Data to examine ▸
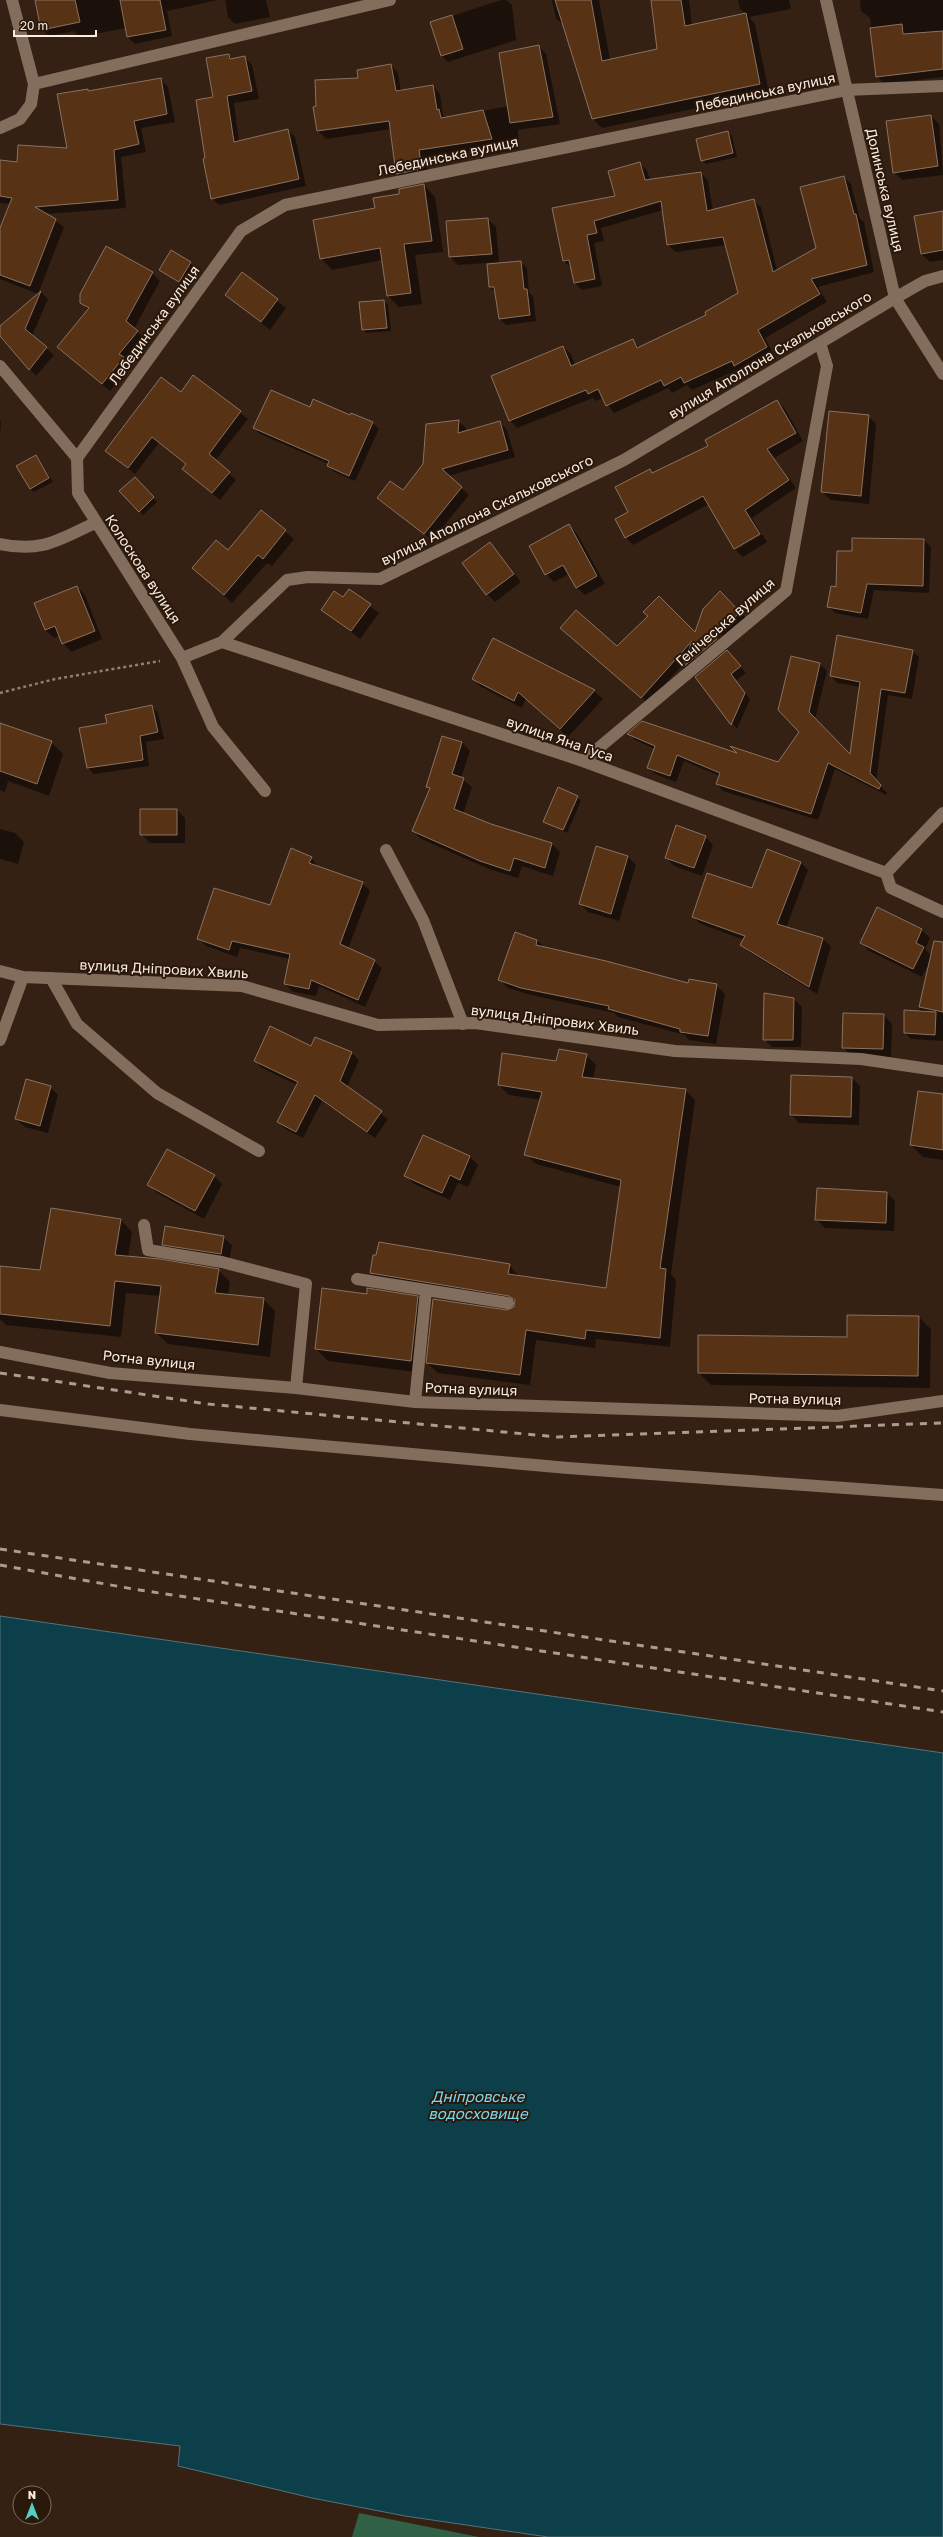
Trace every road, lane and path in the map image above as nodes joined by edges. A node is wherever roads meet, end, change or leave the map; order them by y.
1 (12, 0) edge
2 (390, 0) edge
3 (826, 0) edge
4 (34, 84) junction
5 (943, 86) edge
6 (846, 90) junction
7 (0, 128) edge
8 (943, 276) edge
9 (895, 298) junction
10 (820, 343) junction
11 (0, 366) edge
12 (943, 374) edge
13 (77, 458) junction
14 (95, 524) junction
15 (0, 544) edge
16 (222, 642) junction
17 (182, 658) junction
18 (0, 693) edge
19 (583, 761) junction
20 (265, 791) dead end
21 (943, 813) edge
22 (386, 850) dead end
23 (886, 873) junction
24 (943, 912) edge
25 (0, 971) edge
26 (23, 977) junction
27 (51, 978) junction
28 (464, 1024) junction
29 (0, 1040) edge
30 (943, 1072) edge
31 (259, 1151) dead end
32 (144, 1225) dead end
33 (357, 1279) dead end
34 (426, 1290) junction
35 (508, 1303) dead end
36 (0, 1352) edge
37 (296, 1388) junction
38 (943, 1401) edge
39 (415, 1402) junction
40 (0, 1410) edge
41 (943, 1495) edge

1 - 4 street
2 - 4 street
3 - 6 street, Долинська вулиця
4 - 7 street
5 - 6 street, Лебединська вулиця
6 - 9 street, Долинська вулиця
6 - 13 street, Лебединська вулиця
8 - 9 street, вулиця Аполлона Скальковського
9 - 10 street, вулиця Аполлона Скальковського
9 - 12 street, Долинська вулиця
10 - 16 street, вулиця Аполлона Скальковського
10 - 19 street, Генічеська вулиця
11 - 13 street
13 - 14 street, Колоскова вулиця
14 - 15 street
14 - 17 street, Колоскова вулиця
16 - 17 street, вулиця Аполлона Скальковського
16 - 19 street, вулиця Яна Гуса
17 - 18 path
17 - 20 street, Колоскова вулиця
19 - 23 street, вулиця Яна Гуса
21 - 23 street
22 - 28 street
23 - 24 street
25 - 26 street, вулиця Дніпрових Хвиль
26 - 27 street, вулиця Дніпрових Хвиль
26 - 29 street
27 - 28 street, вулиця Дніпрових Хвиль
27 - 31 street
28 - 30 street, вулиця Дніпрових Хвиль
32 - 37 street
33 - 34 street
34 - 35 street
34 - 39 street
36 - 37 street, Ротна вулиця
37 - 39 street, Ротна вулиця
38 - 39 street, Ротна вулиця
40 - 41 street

Assignment ▸ Every line above that holds the string "dead" should be copied into the answer.

Answer to this exercise ▸
20 (265, 791) dead end
22 (386, 850) dead end
31 (259, 1151) dead end
32 (144, 1225) dead end
33 (357, 1279) dead end
35 (508, 1303) dead end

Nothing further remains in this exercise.